Tissue resident macrophages occupy 5-10% of the cell component of tissues and play important roles in the removal of dead cells and cytokine production during disease processes. Tissue macrophages are highly heterogeneous and exhibit plasticity. Inflammatory tissues with higher pro-inflammatory cytokines will induce macrophages to their M1 phenotype, while in an anti-inflammatory environment with higher levels of growth factors and anti-inflammatory cytokines, conversion to the M2 phenotype is favoured. My research aims to determine how the tissue environment modulates this macrophage phenotype transition and how these macrophages contribute to the outcome of human diseases, including candidosis, tumour development, neuron degeneration and tissue repair.Vaccines are effective tools in preparing the host immune system for protection against pathogen invasion. Cytokines also play a key role during vaccination. T cell development in a certain cytokine environment determines the types of immunity,i.e.cellular or humoral immunity. Many failures of vaccination result from the stimulation of the wrong type immune responses. Cell mediated immunity is absolutely critical for the success of some vaccination. Currently I am working on developing a vaccination process that combines cytokines with physical stimulation, nanoparticle and microneedle delivery system. The novel protocol and device for vaccination should be highly benefitial in promoting human health.

Current Projects


Studying the role of novel cytokines, IL-35, in the regulation of host immune response against tumour and yeast infection.

Studying the role of novel cytokine IL-35 in atheroscerosis. 

Studying the influential role of cytokine IL-35 in pneumonia and covid-19 infection. 

Supervision

Title: Molecular Biology and Protein Science: Characterisation of IL-35 receptors for cytokine binding to create decoy soluble receptor for tumour therapy

Interleukin-35 (IL-35) is a new cytokine member of IL-12 family and has an immune suppressive role in inflammatory disorders, including wound healing and tumour development. Macrophages exhibit plasticity for changing their phenotypes to their tissue environments.
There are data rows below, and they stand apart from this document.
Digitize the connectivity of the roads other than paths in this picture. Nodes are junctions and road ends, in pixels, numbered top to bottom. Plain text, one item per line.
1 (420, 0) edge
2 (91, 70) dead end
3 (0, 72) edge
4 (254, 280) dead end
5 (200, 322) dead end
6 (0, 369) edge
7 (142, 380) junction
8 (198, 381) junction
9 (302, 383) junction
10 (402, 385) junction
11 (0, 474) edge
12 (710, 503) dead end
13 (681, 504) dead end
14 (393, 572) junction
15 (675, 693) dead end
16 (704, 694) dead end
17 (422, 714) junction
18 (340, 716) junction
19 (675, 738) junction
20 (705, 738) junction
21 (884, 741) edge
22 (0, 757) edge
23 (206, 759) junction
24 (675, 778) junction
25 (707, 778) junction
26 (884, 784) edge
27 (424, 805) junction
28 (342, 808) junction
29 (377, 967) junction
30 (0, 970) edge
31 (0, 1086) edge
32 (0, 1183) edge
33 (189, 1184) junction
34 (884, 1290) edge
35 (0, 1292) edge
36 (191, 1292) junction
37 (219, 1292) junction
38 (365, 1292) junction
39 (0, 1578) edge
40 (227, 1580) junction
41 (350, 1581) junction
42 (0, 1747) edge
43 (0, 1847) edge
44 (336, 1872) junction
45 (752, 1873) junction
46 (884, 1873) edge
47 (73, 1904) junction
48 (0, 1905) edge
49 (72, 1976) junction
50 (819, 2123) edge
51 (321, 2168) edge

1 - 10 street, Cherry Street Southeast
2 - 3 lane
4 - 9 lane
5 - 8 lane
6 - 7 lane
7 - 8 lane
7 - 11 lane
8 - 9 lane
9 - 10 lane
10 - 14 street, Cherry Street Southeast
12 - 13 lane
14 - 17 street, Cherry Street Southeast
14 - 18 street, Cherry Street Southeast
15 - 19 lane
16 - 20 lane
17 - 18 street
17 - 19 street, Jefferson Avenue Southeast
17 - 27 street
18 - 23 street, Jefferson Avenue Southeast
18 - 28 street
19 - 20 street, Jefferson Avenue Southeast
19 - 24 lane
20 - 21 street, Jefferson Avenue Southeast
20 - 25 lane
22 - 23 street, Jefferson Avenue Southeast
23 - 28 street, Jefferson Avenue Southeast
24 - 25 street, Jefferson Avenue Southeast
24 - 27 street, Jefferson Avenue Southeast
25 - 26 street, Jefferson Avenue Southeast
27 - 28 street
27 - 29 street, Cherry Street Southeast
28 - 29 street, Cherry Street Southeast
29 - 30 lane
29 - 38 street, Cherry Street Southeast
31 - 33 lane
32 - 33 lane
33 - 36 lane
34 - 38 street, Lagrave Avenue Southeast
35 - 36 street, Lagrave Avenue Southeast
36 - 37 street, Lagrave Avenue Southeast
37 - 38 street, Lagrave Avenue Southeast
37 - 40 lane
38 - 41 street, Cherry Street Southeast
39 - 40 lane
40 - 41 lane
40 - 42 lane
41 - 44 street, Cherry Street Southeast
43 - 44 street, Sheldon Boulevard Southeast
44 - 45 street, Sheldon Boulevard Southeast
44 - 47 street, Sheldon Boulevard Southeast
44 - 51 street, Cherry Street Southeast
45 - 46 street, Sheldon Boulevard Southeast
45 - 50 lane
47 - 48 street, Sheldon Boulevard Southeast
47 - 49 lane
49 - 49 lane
For example, M1 inflammatory macrophages arise in inflammation for tumoricidal effects or M2 anti-inflammatory macrophages occur in resolving inflammation during tumour growth and metastasis. We have recently demonstrated that IL-35 can convert M1 into M2 macrophages to promote tumour development. Both tumour and infiltrated regulator T cell (Treg) produce IL-35. Higher IL-35 expression in tumours result in tumour growth and metastasis, which is associated M2 macrophage expansion in tumours. IL-35 binds to gp130 and IL-12Rb2 for its biological activity. IL-35 can use gp130 homodimer, IL-12Rb2 homodimer and gp130/IL-12Rb2 heterodimer to induce its biological activity by phosphorylation of STAT1, 3, and 5 gene transcription factors respectively. The detail mechanism(s) of how IL-35 suppresses immune responses in inflammation remain unknown. Combination of the receptors usage for a higher affinitive and specific IL-35 binding was also not studied. The hypothesis of this proposed project is that heterodimer of gp130 and IL-12Rβ2 provides a highest affinity binding to IL-35. Decoy soluble gp130/IL-12Rβ2 will block IL-35 specifically which can be used in tumour therapy. This project will characterise the IL-35 receptor for its ligand binding followed by constructing a soluble decoy IL-35 receptor to block IL-35 biological activity. This specific IL-35 blocker may be also used in study the IL-35 in other diseases, such as atherosclerosis and autoimmune disorders.